How to complete this task:
From the data below, copy exactly the lines that lie between the one holding "thumb mcp: (358, 258)" and the one holding "pinky mcp: (299, 212)", including both, and nothing more.

* * *

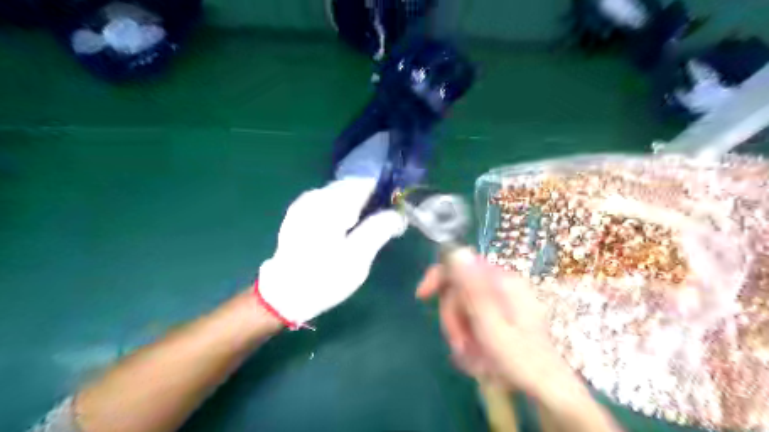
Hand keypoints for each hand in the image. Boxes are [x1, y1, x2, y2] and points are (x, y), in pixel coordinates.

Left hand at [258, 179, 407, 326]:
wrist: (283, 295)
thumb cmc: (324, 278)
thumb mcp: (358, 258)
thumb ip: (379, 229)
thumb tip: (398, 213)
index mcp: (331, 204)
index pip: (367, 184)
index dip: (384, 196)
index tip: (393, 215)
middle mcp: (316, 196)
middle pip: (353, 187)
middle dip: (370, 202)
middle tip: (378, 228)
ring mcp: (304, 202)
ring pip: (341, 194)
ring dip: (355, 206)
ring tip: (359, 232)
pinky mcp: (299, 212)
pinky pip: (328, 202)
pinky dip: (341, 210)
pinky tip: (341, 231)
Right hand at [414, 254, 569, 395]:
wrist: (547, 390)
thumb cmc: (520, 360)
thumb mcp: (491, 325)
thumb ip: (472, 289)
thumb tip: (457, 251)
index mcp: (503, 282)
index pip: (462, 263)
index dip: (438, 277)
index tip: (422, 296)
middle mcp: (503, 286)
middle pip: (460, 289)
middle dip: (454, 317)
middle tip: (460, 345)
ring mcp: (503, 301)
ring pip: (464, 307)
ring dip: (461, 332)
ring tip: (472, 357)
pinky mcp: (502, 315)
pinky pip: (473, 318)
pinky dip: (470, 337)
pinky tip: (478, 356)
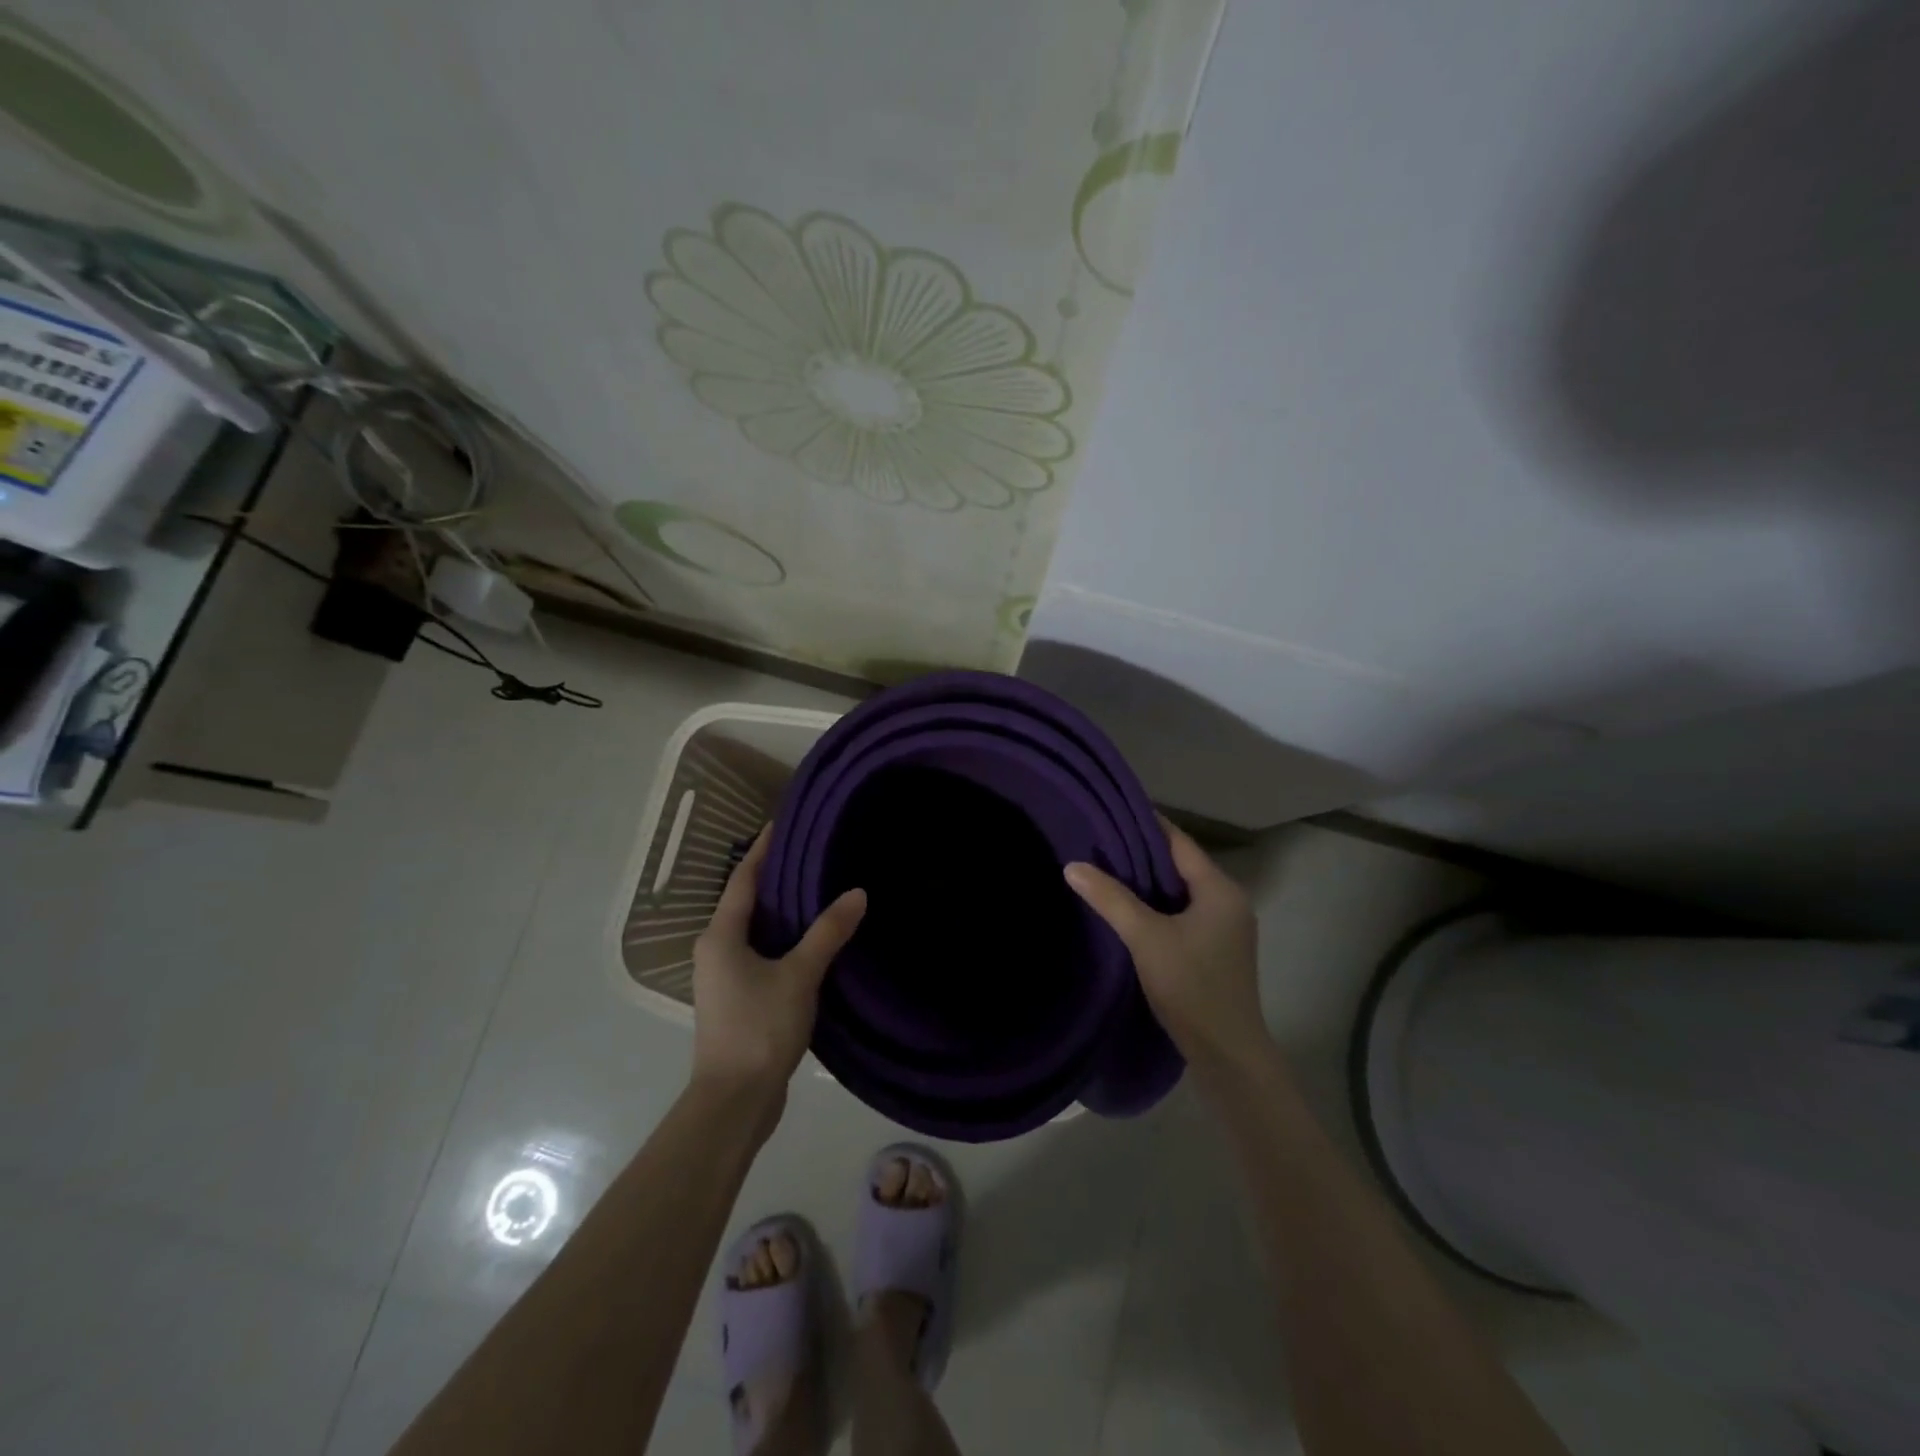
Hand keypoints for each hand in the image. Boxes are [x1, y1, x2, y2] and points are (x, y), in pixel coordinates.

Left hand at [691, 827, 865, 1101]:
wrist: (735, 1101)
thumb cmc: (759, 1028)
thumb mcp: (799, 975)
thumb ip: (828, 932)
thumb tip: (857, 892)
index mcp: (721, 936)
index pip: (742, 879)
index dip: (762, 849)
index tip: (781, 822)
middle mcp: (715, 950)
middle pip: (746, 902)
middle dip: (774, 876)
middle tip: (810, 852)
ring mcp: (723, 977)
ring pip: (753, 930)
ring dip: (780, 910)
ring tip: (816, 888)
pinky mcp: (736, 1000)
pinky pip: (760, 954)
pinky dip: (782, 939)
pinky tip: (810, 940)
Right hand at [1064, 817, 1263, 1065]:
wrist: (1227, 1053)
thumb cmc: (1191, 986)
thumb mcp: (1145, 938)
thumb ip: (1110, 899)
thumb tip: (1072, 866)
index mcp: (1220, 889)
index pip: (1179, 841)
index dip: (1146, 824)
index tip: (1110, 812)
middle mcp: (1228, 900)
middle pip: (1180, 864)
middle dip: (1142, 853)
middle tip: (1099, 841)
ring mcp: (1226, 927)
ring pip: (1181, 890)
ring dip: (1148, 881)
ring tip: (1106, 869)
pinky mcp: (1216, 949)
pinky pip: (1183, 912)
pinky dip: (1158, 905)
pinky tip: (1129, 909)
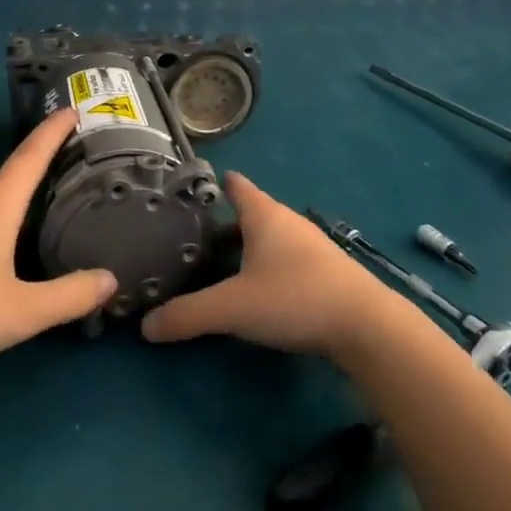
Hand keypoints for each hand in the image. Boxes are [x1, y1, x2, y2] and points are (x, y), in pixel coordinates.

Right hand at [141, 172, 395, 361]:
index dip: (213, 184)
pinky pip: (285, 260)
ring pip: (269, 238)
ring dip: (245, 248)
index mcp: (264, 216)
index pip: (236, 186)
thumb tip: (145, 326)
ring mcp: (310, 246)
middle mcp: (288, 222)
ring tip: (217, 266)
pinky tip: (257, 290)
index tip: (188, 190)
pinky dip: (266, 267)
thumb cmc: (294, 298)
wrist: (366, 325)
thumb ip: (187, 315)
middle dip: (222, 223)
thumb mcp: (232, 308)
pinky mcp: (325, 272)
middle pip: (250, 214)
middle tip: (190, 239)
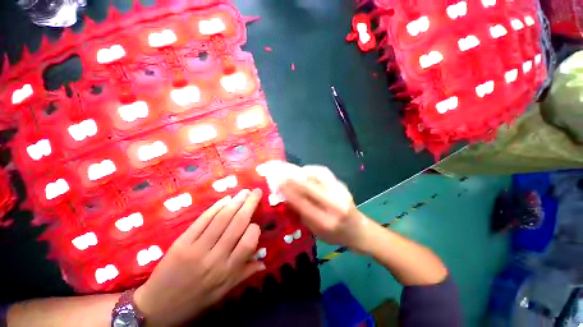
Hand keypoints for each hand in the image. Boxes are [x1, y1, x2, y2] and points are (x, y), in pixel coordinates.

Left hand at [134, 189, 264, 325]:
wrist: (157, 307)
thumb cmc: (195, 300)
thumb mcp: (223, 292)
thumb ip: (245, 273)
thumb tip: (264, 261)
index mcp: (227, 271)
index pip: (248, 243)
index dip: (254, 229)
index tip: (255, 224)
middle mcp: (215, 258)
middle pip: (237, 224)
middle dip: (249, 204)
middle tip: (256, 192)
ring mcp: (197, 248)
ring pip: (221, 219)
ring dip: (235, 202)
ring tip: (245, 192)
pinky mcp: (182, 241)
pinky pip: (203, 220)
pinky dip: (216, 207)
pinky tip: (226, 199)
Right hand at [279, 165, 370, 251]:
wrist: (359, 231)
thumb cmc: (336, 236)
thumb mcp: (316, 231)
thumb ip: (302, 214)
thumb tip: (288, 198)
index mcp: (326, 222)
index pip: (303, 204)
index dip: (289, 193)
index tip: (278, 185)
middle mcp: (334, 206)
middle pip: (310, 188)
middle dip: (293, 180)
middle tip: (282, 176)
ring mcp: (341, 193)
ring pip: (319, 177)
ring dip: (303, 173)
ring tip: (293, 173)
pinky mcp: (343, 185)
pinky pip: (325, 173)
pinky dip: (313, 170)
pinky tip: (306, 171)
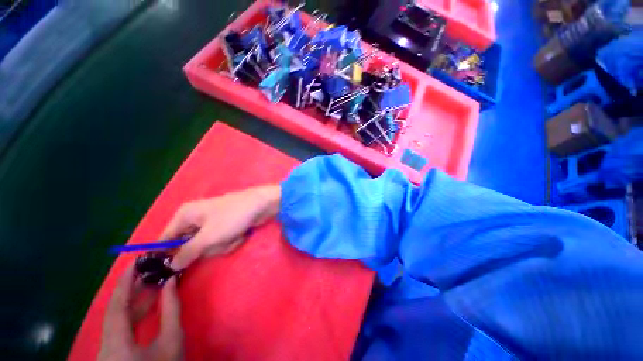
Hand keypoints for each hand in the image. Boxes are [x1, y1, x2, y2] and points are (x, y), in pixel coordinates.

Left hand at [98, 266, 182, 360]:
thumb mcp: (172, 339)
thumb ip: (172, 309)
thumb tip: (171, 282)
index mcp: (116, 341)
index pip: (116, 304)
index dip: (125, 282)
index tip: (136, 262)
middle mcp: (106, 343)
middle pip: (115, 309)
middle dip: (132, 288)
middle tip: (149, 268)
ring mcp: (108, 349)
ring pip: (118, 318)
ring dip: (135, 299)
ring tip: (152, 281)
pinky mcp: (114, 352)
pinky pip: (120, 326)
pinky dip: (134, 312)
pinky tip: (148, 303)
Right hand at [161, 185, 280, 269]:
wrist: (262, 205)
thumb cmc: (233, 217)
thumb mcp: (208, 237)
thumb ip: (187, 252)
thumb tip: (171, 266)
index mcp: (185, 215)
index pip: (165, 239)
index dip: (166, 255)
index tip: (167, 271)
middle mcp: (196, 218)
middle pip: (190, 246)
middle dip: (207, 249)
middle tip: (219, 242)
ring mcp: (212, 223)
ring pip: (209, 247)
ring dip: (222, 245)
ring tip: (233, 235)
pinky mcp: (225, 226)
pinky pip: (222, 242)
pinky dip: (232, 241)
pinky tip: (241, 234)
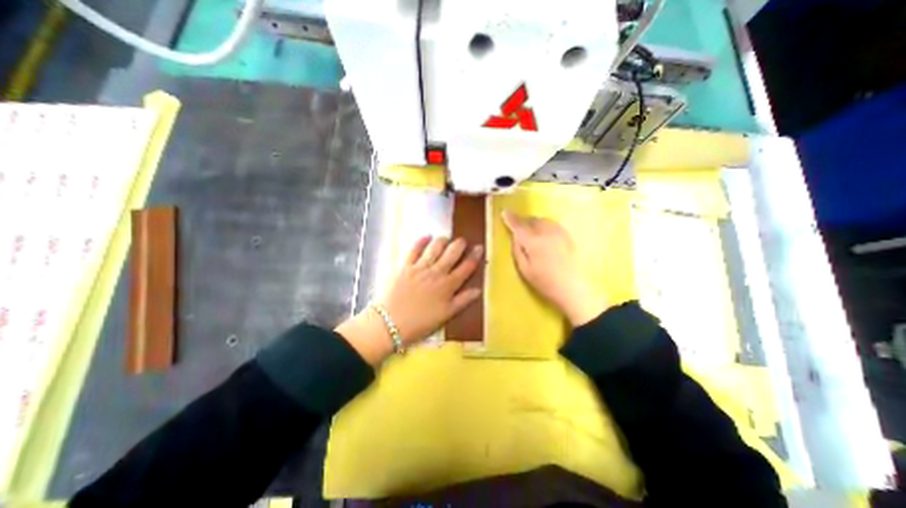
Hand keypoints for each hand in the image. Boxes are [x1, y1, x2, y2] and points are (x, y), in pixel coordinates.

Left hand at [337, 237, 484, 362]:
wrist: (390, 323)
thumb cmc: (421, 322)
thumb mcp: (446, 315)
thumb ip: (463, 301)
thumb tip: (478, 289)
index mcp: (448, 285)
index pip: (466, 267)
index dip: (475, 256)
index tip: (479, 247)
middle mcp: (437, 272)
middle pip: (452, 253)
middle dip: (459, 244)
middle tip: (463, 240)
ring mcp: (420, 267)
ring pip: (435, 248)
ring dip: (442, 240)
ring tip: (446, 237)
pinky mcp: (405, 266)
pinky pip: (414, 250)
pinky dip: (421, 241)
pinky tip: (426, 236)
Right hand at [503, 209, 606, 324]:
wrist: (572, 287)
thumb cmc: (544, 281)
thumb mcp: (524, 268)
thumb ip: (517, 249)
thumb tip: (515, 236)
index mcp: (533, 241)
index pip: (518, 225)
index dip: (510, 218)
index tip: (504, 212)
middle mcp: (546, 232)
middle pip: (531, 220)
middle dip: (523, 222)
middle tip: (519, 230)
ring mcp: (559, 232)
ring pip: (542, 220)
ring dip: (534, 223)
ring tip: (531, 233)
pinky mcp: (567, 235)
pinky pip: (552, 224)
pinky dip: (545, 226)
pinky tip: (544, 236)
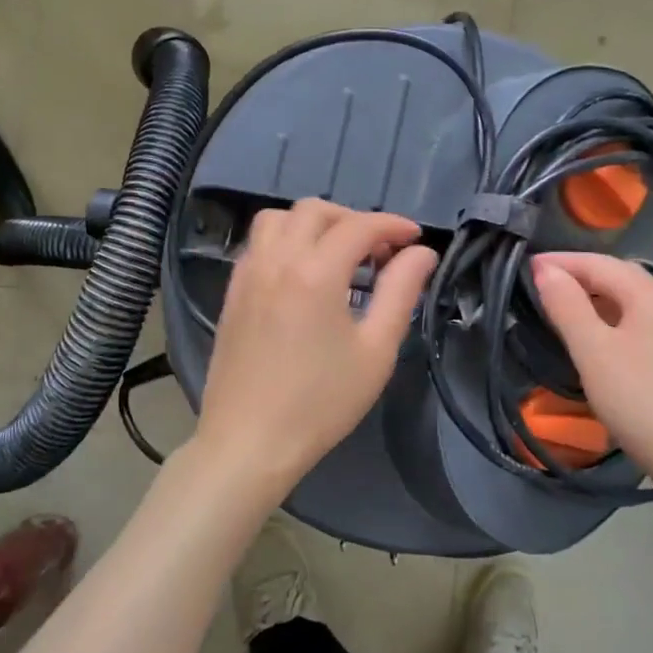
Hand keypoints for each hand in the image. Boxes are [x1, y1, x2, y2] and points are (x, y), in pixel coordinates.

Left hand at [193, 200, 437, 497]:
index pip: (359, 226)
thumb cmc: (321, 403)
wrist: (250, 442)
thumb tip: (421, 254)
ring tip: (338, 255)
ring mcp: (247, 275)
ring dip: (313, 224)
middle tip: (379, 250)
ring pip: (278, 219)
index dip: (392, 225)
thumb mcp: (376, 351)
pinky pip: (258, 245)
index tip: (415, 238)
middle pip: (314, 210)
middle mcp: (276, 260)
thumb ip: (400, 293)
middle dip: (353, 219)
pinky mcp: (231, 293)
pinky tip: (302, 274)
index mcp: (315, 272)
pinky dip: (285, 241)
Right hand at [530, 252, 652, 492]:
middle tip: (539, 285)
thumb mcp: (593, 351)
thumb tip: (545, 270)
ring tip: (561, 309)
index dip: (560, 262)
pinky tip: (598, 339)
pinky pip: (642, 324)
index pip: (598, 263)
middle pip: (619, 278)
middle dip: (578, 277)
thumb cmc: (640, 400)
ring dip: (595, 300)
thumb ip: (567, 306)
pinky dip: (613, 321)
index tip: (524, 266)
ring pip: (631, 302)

* * *

Answer box:
thumb mcp: (358, 258)
thumb ip: (379, 229)
thumb tip: (398, 213)
index mcp: (331, 204)
index pip: (367, 184)
index dip: (384, 196)
index tip: (393, 215)
middle mcp: (316, 196)
middle pip: (353, 187)
middle dip: (370, 202)
middle tip: (378, 228)
ring mcp: (304, 202)
ring pip: (341, 194)
ring dip: (355, 206)
ring tip: (359, 232)
pinky mcp: (299, 212)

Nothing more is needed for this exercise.